Morgan was obsessive about that rest. The book describes him in late 1912 getting ready for his ritualistic three-month recess, which in early 1913 would take him first to Egypt, where he had underwritten archaeological excavations, then to Rome to see buildings he’d funded at the American Academy, and after that he’d set off for his annual visit to the springs at Aix-les-Bains in France. Morgan died during this trip—passing away in his sleep in the Grand Hotel in Rome in March of 1913, just shy of his 76th birthday.

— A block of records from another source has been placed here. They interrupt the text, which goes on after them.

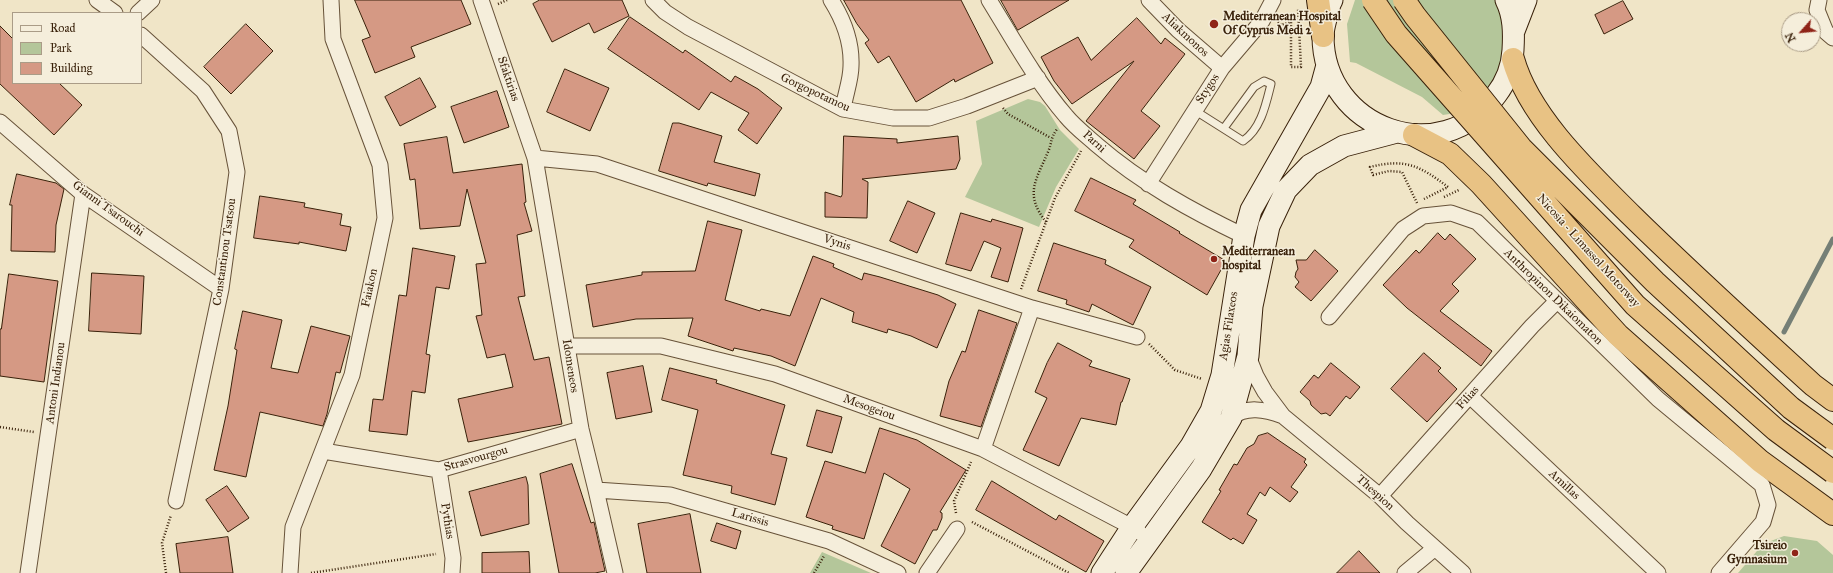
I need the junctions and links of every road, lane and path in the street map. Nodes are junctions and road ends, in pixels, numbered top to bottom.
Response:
1 (97, 0) edge
2 (152, 0) edge
3 (331, 0) edge
4 (481, 0) edge
5 (653, 0) edge
6 (831, 0) edge
7 (989, 0) edge
8 (1149, 0) edge
9 (1273, 0) edge
10 (1332, 0) edge
11 (1373, 0) edge
12 (1404, 0) edge
13 (1506, 0) edge
14 (1526, 0) edge
15 (1818, 0) edge
16 (1308, 3) edge
17 (114, 12) edge
18 (139, 12) edge
19 (1291, 22) dead end
20 (1514, 31) junction
21 (142, 36) edge
22 (1323, 36) junction
23 (1833, 38) edge
24 (1513, 59) junction
25 (1327, 66) junction
26 (1222, 68) junction
27 (1038, 78) junction
28 (1001, 104) dead end
29 (843, 109) junction
30 (1194, 110) junction
31 (0, 122) edge
32 (1060, 125) dead end
33 (1224, 128) junction
34 (1405, 134) junction
35 (1051, 138) junction
36 (1090, 139) junction
37 (535, 158) junction
38 (1148, 184) junction
39 (83, 194) junction
40 (1420, 209) junction
41 (1046, 222) junction
42 (1244, 236) junction
43 (221, 289) junction
44 (1557, 301) junction
45 (1016, 302) junction
46 (1032, 308) junction
47 (1329, 317) dead end
48 (1137, 337) joint
49 (567, 346) junction
50 (1248, 356) junction
51 (1203, 379) dead end
52 (1470, 396) junction
53 (1833, 400) edge
54 (1283, 416) junction
55 (1231, 418) junction
56 (0, 427) edge
57 (581, 429) junction
58 (48, 434) junction
59 (1833, 439) edge
60 (981, 448) junction
61 (323, 451) junction
62 (439, 470) junction
63 (1833, 472) edge
64 (596, 490) junction
65 (1380, 496) junction
66 (176, 501) joint
67 (1833, 514) edge
68 (963, 522) junction
69 (1132, 527) junction
70 (1149, 539) junction
71 (831, 542) junction
72 (1435, 548) junction
73 (452, 552) junction
74 (28, 573) edge
75 (166, 573) edge
76 (290, 573) edge
77 (311, 573) edge
78 (452, 573) edge
79 (615, 573) edge
80 (814, 573) edge
81 (898, 573) edge
82 (927, 573) edge
83 (1068, 573) edge
84 (1102, 573) edge
85 (1126, 573) edge
86 (1405, 573) edge
87 (1463, 573) edge
88 (1658, 573) edge
89 (1719, 573) edge

1 - 17 street
2 - 18 street
3 - 61 street, Faiakon
4 - 37 street, Sfaktirias
5 - 29 street, Gorgopotamou
6 - 29 street
7 - 27 street, Parni
8 - 26 street, Aliakmonos
9 - 26 street, Stygos
10 - 22 main road
11 - 63 highway, Nicosia - Limassol Motorway, bridge
12 - 59 highway, Nicosia - Limassol Motorway, bridge
13 - 20 main road
14 - 20 main road
15 - 23 street
16 - 19 path
16 - 22 highway
20 - 24 main road, Agias Filaxeos
21 - 43 street, Constantinou Tsatsou
22 - 25 main road
24 - 34 main road, Agias Filaxeos
24 - 53 highway
25 - 34 main road
25 - 42 main road, Agias Filaxeos
26 - 30 street, Stygos
27 - 29 street, Gorgopotamou
27 - 36 street, Parni
28 - 35 path
30 - 33 lane
30 - 38 street, Stygos
31 - 39 street, Gianni Tsarouchi
32 - 35 path
33 - 33 lane
34 - 50 main road, Agias Filaxeos
34 - 67 highway
35 - 41 path
36 - 38 street, Parni
36 - 41 path
37 - 45 street, Vynis
37 - 49 street, Idomeneos
38 - 42 street, Parni
39 - 43 street, Gianni Tsarouchi
39 - 58 street, Antoni Indianou
40 - 40 path
40 - 44 street, Anthropinon Dikaiomaton
40 - 47 street, Anthropinon Dikaiomaton
41 - 45 path
42 - 69 main road, Agias Filaxeos
43 - 66 street, Constantinou Tsatsou
44 - 52 street, Filias
44 - 89 street, Anthropinon Dikaiomaton
45 - 46 street, Vynis
46 - 48 street, Vynis
46 - 60 street
48 - 51 path
49 - 57 street, Idomeneos
49 - 60 street, Mesogeiou
50 - 54 street, Thespion
50 - 55 main road, Agias Filaxeos
52 - 65 street, Filias
52 - 88 street, Amillas
54 - 55 street, Thespion
54 - 65 street, Thespion
55 - 70 main road, Agias Filaxeos
56 - 58 path
57 - 62 street, Strasvourgou
57 - 64 street, Idomeneos
58 - 74 street, Antoni Indianou
60 - 68 path
60 - 69 street, Mesogeiou
61 - 62 street, Strasvourgou
61 - 76 street, Faiakon
62 - 73 street, Pythias
64 - 71 street, Larissis
64 - 79 street, Idomeneos
65 - 72 street, Thespion
66 - 75 path
68 - 82 street
68 - 83 path
69 - 70 street, Mesogeiou
69 - 84 main road, Agias Filaxeos
70 - 85 main road, Agias Filaxeos
71 - 80 path
71 - 81 street, Larissis
72 - 86 street
72 - 87 street, Thespion
73 - 77 path
73 - 78 street, Pythias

But he was religious about taking this trip every year—he was planning out his 1913 itinerary even as he was testifying in front of the Pujo Committee, the congressional subcommittee investigating whether Morgan and a small group of financiers—the so called “money trust"—had too much control over the nation’s finances. Nothing, it seemed, could come in the way of three-month trip; it was the key to his success.

It was quite an evolved philosophy even for the time; were he around today, Morgan might be a meditator. But the legendary financier’s rest doctrine is more critical today than ever before. Between workforces being leaner than ever and technology now enabling us to carry the workplace in our pockets—or even on our wrists—at night and on weekends, there is no time for unplugging. (Add in the firehose of shocking news coming out of Washington these days and it’s even harder.)

And yet doing so can enable great things to happen. The best ideas tend to come to us when we shut down our brains, create white space and let a little bit of air in our schedules, even for a few moments. It’s not just a cliché that good ideas come to us in the shower; studies have shown it (I heard tell recently of someone who kept a whiteboard in their bathroom for this reason). Research has proven that we’re more likely to have creative epiphanies when we’re doing things that don’t require much thought. When we shut off our brains, the prefrontal cortex relaxes and our unconscious is freed up to wander and roam and “make creative connections that your conscious mind would have dismissed,” writes Mental Floss (and they would know.) And there is of course also an ample body of research showing what good sleep does to our brain and our performance. (Just ask sleep evangelist Arianna Huffington, who maintains we are in the midst of a sleep deprivation crisis).

Of course, most employees can’t take a three-month vacation. What CEO could even get away with doing so today? It’s also hard to know how Morgan would have incorporated the Internet and electronic trading into his annual rite of passage. Would he have carried an iPhone? Checked in with an assistant? Put on a strongly-worded out-of-office reply? We’ll never know. We can only fantasize about how lucky he was that he never had to make those decisions.

For the rest of us, let’s try to take a little bit of inspiration from him, even if that only means stepping away from the phone and checking in a little less. I won’t be touring Europe and lounging in hot springs of France—I’ll be on the much less exotic beaches of Long Island—but I’m still going to do my best to try to channel my inner John Pierpont. We’d all do well to do the same. Let’s start to see vacation as more than just a part of our comp package or a way to occupy the kids—and as a way to take care of ourselves so that we can perform better for the rest of the year. Now if you'll excuse, I'm off, and if you need me, I won't be checking email (that much).